New VW Polo must up its Irish game to take on the Fiesta
Volkswagen’s new Polo, launched in Berlin, gets new chassis and more space
While the Polo has shifted more than 14 million cars since its first generation was launched in 1975, in Ireland it’s outsold by its own close relative the Golf and by its key rival, the Ford Fiesta
Volkswagen’s new Polo will arrive in Ireland in November, ahead of UK sales, following an unveiling in Germany on Saturday. Away from the glitz of a major motor show, VW chose to reveal its latest supermini in Berlin, claiming that it has “much greater room, more efficient engines and pioneering driver assistance systems”.
Dr Herbert Diess, chairman of the Volkswagen brand board of management, explains: “The Polo is a young, fresh car. It combines charisma with strong technology. No other car offers so much space for its size. This makes our Polo the number one compact car, and it will remain number one.”
While the Polo has been a huge seller in its life, shifting more than 14 million cars since the first generation was launched in 1975, traditionally in Ireland it’s more of a bit-part player, outsold by its own close relative the Golf and by its key rival, the Ford Fiesta.
“The Polo has for more than four decades sat side by side with the Golf, so there has always been customers for both,” Gerrit Heimberg, brand director, Volkswagen Ireland explained to The Irish Times. “The increase in size of Polo might lead to some migration from Golf to Polo, but indications are that the new Golf will be very strong in 172, especially thanks to our current offers. We would expect with this new Polo that the car will increase its position within the segment, closer to the top.”
Headache for Golf
This new Polo will give the Golf a serious headache when it comes to practicality, thanks to the use of VW’s new MQB A0 platform (as already seen – well, not seen but you know what we mean – under the new Seat Ibiza). The Polo is distinctly roomier in the back than before, and has a 350-litre boot, only a little bit smaller than that offered by the Golf. The dashboard and cabin also look a bit livelier than before, taking clear inspiration from the Up, with body-colour inserts and a lighter, brighter feeling.
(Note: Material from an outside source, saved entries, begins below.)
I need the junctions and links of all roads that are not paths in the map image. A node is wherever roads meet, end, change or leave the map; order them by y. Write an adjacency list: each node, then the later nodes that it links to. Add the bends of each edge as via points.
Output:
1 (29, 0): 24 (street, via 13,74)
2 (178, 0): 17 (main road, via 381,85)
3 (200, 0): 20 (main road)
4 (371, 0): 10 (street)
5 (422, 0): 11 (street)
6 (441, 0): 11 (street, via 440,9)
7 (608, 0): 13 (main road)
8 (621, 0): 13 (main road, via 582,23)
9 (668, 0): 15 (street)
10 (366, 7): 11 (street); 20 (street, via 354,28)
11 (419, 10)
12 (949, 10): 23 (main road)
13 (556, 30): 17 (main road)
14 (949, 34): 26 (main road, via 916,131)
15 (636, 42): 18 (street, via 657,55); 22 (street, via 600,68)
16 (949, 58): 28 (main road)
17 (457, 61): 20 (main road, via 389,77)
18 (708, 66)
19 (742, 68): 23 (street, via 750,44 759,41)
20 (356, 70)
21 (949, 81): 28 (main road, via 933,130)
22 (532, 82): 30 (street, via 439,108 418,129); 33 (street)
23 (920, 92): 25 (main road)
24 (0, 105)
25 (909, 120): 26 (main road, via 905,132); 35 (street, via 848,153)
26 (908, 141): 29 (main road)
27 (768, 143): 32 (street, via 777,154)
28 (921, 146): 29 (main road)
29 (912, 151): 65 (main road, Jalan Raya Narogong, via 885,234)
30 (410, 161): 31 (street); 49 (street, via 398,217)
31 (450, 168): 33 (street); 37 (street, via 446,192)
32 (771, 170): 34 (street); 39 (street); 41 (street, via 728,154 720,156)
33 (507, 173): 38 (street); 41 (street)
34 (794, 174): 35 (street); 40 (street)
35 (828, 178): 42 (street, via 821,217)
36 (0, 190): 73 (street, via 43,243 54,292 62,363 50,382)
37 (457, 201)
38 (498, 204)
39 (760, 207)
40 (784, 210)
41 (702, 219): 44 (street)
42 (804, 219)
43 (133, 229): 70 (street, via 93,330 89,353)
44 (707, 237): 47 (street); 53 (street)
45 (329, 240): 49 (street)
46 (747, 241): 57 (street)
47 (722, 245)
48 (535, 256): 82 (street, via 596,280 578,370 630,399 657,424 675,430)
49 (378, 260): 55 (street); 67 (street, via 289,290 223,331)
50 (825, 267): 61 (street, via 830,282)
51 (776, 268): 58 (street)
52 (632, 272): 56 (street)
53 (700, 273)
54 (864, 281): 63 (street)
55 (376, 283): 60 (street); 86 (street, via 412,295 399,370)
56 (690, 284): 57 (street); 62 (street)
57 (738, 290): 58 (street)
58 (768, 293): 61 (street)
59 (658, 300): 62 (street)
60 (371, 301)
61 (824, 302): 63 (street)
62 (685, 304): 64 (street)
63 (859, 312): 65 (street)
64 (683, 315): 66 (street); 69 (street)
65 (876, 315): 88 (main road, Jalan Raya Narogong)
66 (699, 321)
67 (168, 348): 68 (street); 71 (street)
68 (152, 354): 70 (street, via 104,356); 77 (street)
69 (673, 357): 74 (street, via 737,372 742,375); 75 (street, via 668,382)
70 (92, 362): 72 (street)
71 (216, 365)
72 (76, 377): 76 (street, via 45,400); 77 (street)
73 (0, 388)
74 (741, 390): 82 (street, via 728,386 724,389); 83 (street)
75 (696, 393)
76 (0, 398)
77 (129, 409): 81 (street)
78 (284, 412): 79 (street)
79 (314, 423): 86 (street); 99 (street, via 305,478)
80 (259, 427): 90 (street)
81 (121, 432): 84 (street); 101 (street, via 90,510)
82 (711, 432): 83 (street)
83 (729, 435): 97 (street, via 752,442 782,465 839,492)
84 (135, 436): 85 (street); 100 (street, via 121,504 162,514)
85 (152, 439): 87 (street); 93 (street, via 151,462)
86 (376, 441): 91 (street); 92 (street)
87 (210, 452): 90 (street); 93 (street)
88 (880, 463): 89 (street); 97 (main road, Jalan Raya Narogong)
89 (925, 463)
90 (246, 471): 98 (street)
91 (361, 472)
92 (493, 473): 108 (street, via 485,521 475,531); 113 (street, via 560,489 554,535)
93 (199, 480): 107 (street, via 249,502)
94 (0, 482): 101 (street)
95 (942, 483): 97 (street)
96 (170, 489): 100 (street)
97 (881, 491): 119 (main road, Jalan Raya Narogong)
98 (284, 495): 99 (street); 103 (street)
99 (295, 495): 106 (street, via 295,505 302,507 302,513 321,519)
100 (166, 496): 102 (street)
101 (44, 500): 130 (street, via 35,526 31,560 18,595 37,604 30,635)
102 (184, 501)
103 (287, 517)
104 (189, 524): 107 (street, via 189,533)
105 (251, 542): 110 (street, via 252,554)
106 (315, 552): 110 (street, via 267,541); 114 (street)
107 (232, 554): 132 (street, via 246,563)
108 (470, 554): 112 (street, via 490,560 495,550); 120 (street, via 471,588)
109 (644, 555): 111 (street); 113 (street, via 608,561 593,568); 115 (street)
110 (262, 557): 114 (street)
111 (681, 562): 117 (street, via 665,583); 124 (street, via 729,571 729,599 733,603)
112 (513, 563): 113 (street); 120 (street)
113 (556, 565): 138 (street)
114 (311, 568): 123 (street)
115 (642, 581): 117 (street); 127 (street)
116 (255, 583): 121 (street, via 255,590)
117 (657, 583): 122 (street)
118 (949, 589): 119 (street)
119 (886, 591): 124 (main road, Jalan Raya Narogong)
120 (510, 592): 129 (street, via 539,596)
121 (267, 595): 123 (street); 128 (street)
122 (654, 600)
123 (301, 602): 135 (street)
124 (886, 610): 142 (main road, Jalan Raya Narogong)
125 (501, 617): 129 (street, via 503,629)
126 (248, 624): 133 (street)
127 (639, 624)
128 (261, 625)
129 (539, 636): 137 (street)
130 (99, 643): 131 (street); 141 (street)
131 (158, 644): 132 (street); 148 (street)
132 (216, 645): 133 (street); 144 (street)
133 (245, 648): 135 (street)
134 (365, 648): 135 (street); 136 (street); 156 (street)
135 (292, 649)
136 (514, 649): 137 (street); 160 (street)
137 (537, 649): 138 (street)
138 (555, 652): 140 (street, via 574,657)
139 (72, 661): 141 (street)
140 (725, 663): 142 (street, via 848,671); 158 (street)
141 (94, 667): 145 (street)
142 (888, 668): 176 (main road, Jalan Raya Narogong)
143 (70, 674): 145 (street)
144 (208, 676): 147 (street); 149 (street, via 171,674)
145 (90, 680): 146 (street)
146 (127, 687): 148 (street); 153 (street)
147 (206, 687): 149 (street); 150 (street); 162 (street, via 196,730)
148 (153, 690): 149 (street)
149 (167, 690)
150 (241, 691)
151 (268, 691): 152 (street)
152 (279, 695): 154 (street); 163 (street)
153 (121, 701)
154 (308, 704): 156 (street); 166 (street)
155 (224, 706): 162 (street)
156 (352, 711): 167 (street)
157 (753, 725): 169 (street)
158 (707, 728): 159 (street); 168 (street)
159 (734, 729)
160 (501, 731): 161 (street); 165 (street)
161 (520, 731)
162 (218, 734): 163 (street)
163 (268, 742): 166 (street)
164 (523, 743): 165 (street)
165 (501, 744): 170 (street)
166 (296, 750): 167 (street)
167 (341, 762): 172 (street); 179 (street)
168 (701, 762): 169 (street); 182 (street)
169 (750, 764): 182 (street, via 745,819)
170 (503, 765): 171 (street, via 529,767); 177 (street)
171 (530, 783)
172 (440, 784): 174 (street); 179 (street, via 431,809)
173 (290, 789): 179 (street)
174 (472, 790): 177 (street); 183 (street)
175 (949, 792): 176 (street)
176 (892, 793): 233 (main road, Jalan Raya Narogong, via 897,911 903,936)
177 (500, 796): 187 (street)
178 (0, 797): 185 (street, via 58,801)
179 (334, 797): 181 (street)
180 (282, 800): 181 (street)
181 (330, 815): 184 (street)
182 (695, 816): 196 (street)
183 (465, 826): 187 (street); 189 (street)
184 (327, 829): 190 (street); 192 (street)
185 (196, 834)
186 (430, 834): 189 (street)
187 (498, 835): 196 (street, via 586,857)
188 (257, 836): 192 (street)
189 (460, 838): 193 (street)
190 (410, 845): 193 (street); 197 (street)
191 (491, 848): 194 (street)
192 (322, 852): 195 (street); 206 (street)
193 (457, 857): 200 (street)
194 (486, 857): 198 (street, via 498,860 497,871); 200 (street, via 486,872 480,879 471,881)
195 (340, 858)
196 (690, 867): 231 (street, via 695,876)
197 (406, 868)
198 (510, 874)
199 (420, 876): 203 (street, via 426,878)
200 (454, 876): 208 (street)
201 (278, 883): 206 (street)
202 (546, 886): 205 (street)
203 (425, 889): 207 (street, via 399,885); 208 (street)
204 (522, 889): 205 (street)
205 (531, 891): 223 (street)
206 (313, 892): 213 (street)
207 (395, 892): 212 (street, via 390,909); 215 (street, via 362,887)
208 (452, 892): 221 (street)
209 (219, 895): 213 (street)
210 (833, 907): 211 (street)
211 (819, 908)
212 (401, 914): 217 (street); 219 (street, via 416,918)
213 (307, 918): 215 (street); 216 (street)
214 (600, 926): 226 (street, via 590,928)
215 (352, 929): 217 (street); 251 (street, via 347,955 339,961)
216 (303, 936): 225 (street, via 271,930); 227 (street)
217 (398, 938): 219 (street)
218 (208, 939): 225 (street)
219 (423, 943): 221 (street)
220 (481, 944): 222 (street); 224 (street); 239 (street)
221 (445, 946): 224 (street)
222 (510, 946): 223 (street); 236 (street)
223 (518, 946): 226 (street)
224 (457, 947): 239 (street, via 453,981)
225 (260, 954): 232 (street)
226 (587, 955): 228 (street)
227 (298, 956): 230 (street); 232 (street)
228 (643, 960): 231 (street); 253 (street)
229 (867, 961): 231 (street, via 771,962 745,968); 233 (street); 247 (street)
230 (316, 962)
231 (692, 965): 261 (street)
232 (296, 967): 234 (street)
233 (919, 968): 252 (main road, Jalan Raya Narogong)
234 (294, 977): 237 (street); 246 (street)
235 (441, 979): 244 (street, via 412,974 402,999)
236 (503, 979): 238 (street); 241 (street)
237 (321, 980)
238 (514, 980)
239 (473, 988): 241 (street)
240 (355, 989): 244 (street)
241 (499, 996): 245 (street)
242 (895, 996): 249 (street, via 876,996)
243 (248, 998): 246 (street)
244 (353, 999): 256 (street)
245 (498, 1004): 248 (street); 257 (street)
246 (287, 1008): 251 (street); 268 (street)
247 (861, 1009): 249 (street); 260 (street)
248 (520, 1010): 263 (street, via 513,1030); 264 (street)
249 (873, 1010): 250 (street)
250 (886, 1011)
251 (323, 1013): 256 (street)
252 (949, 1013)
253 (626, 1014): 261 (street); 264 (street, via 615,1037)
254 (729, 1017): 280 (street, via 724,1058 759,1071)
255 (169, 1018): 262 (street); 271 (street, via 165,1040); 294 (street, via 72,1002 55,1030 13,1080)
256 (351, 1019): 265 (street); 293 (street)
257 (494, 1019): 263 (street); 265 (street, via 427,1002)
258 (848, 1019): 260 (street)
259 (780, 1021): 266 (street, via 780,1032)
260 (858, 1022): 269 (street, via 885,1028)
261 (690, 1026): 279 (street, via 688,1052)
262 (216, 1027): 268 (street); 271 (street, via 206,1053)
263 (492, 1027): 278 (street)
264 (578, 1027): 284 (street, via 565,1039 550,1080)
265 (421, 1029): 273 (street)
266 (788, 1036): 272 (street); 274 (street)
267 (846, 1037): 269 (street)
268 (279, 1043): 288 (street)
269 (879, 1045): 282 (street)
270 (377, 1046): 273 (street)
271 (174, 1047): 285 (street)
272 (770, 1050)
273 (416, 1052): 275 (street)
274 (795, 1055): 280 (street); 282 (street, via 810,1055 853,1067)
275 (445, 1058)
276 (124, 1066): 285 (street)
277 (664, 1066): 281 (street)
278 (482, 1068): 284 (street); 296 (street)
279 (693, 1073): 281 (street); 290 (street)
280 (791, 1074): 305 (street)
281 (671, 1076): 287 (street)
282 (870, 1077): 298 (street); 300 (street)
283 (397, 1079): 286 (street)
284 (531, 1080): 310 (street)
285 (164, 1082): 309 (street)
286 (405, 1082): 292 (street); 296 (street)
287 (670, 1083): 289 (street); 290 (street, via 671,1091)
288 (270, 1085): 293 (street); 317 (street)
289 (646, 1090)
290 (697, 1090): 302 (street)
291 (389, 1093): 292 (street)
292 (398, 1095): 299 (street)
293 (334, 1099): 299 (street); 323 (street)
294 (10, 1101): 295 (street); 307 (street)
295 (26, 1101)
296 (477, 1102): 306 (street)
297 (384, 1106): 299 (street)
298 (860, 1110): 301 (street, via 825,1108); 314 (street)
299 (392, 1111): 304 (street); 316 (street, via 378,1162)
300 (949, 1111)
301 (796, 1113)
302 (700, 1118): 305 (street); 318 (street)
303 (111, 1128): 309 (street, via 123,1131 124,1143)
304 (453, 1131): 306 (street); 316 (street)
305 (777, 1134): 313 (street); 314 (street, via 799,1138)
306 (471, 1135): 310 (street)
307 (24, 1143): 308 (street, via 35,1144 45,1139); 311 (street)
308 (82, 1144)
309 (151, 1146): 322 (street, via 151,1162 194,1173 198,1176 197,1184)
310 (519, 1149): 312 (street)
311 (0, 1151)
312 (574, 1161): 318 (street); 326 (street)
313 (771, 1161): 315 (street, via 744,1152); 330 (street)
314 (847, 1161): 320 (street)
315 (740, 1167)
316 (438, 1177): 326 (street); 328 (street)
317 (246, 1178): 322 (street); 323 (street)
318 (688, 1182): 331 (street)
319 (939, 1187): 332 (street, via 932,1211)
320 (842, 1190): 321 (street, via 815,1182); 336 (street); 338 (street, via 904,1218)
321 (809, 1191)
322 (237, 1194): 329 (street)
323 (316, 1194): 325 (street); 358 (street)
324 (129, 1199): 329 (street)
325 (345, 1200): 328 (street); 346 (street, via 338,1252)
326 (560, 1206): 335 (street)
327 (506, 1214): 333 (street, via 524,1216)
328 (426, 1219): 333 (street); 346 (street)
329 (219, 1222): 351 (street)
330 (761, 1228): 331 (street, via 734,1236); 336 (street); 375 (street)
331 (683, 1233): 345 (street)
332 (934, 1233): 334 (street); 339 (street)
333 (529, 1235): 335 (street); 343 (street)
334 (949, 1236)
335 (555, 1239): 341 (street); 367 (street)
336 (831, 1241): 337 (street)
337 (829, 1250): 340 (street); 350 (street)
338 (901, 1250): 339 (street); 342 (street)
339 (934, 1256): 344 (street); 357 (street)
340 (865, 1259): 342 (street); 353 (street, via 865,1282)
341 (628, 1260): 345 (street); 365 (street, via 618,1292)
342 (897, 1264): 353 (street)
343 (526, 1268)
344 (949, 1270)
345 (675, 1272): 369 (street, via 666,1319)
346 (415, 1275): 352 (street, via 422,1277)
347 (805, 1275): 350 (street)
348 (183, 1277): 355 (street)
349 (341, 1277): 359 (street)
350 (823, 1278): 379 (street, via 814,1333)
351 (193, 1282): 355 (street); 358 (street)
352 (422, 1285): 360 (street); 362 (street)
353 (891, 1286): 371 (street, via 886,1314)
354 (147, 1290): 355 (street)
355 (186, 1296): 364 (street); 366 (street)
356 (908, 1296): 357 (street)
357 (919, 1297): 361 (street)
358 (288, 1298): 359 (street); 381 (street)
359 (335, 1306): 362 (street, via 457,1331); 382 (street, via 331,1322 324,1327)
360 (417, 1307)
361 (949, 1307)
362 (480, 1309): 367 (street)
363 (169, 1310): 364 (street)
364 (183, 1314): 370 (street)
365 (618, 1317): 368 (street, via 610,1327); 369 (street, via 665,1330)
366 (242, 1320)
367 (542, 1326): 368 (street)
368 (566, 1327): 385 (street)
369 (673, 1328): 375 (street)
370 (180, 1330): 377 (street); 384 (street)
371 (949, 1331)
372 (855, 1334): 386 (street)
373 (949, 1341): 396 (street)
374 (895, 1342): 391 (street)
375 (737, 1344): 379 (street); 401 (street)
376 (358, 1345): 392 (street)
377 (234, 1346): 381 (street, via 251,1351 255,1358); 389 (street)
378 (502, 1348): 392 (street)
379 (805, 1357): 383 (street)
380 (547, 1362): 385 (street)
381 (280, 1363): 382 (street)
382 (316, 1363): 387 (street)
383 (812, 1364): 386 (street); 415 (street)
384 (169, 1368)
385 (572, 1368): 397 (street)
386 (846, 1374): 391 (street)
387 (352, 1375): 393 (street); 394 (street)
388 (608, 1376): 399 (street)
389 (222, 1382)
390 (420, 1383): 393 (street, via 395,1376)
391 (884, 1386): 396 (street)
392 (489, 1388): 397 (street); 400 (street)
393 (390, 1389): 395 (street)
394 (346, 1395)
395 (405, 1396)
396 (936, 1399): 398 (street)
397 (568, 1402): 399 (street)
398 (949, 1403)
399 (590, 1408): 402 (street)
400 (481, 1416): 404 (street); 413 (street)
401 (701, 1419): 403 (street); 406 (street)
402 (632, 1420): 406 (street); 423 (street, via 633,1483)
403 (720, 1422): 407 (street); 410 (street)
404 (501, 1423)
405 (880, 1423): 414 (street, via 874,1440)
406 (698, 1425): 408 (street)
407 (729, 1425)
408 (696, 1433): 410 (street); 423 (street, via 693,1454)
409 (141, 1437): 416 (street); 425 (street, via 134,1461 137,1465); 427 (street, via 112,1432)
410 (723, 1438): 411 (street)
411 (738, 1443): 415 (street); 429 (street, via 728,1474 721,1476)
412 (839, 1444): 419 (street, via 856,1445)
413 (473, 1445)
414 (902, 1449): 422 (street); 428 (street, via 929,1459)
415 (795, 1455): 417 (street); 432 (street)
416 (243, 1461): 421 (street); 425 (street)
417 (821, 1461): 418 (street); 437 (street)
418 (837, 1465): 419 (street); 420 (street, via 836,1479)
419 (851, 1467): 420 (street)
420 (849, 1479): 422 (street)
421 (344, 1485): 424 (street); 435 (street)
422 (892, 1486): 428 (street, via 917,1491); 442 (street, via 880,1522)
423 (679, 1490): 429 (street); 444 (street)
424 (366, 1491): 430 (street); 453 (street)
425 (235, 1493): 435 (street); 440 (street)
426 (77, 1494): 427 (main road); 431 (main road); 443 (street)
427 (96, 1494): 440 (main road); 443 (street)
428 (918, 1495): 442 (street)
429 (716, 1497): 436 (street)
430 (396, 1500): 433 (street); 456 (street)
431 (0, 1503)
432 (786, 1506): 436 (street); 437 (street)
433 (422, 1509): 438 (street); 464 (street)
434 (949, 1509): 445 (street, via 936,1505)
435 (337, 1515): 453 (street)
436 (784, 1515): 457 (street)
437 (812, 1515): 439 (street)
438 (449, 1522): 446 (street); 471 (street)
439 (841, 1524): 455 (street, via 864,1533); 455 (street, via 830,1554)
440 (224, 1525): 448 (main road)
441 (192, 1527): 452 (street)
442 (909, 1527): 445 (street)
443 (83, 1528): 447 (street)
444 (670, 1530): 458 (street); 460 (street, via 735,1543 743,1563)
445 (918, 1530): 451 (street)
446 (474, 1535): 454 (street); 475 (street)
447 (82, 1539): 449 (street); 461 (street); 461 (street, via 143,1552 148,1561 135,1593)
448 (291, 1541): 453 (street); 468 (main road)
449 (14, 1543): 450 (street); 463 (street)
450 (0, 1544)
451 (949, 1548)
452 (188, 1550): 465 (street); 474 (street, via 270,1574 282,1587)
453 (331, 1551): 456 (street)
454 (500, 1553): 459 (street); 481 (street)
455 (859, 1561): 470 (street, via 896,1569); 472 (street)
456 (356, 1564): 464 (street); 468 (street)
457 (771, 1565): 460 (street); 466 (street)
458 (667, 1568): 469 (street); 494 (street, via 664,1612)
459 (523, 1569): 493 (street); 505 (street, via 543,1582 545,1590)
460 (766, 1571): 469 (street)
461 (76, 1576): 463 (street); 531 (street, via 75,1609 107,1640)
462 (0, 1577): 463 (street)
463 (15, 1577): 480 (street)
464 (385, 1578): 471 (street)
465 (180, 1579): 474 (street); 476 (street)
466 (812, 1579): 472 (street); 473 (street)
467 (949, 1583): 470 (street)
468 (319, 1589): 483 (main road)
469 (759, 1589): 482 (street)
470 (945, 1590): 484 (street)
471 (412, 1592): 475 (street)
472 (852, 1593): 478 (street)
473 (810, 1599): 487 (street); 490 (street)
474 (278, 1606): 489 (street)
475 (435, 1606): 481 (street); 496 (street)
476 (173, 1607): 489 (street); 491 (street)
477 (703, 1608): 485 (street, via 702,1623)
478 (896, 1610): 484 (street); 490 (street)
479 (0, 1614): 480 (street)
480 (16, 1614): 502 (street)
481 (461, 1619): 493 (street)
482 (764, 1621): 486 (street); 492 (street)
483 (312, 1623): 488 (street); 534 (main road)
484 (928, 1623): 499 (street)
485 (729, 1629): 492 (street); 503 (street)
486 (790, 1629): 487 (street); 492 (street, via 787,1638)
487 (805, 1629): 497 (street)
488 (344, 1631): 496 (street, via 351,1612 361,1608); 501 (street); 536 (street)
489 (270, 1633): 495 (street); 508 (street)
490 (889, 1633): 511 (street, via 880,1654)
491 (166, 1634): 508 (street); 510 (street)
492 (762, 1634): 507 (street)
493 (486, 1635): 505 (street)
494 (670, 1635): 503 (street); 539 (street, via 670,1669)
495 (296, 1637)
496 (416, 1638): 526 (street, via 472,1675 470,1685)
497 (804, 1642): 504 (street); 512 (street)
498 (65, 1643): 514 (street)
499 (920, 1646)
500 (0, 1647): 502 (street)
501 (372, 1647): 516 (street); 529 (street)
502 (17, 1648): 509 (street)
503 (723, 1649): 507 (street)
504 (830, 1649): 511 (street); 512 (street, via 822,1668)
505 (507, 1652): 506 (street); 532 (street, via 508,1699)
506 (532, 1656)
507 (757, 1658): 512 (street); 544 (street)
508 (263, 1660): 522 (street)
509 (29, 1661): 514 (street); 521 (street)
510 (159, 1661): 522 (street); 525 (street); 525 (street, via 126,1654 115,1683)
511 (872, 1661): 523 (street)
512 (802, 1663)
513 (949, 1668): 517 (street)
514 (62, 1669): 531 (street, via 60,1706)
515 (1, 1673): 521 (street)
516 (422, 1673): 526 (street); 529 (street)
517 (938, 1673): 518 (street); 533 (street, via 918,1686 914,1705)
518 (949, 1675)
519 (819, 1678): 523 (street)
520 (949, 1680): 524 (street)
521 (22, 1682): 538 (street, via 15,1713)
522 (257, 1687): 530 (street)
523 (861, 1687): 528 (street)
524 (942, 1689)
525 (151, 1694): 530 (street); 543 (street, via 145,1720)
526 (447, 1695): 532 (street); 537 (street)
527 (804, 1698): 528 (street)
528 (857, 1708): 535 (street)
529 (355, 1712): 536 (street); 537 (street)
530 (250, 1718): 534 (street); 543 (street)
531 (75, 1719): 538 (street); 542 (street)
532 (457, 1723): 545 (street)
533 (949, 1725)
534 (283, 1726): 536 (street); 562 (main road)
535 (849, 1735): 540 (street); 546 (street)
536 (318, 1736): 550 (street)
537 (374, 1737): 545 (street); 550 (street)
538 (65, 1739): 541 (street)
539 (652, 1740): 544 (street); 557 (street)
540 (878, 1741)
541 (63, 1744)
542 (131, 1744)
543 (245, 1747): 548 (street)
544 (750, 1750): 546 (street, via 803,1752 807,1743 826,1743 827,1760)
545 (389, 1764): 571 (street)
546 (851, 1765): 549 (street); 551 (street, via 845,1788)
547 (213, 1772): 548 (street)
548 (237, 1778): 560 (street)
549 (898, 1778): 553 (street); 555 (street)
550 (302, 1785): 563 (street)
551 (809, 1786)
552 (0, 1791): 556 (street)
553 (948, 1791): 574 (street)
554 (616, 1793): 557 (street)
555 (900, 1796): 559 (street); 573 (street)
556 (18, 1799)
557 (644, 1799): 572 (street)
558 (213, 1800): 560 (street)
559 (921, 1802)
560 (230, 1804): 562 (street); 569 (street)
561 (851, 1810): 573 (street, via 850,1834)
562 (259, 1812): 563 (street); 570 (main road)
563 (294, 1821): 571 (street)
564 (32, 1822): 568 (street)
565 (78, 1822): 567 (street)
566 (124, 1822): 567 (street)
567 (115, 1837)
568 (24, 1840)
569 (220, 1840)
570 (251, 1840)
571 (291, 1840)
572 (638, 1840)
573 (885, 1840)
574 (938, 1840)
Although Irish specs are yet to be decided, European Trendline models, the cheapest one, will include LED daytime running lights with coming-home and leaving-home functions, a speed limiter and the Front Assist area monitoring system with City Emergency Braking and Pedestrian Monitoring.
High-end options will include active cruise control, blind spot monitor, automated parking and keyless entry and ignition. The Polo will also be available with the all-digital “Active Info Display” instrument pack and infotainment touchscreens ranging from 6.5-inch to eight-inch, and those tie in to a new “We by Volkswagen” mobile connectivity platform which allows you to integrate your car into your digital lifestyle, assuming you have one of those.
Further “personalisation options” (we used to call them extras) include full LED headlights, LED tail-lights, an “Air Care Climatronic” system with humidity and sun sensor, plus an allergen filter, wireless charging for smartphones (optionally including inductive antenna connection which hooks your phone up to the car’s aerial for better phone reception), “Sport Select” running gear with adjustable shock absorbers, and one of the biggest panoramic sunroofs in the small car class.
There will be six petrol engines on offer: four 1.0-litre three-cylinder units with 65hp and 75hp non-turbo, and 95hp and 115hp turbo models, plus the super-smooth new 1.5-litre TSI four-cylinder turbo, and a range-topping 2.0-litre 200hp turbo, borrowed from the Golf, for the Polo GTI.
Diesel will include 80hp and 95hp versions of the old 1.6 TDI – no sign of VW’s in-development 1.5 diesel as yet. There is also a natural-gas-capable 90hp 1.0 TGI but that won’t be coming here – it’s for Europe only. Five and six-speed manual, and seven-speed DSG automatic gearboxes will be available.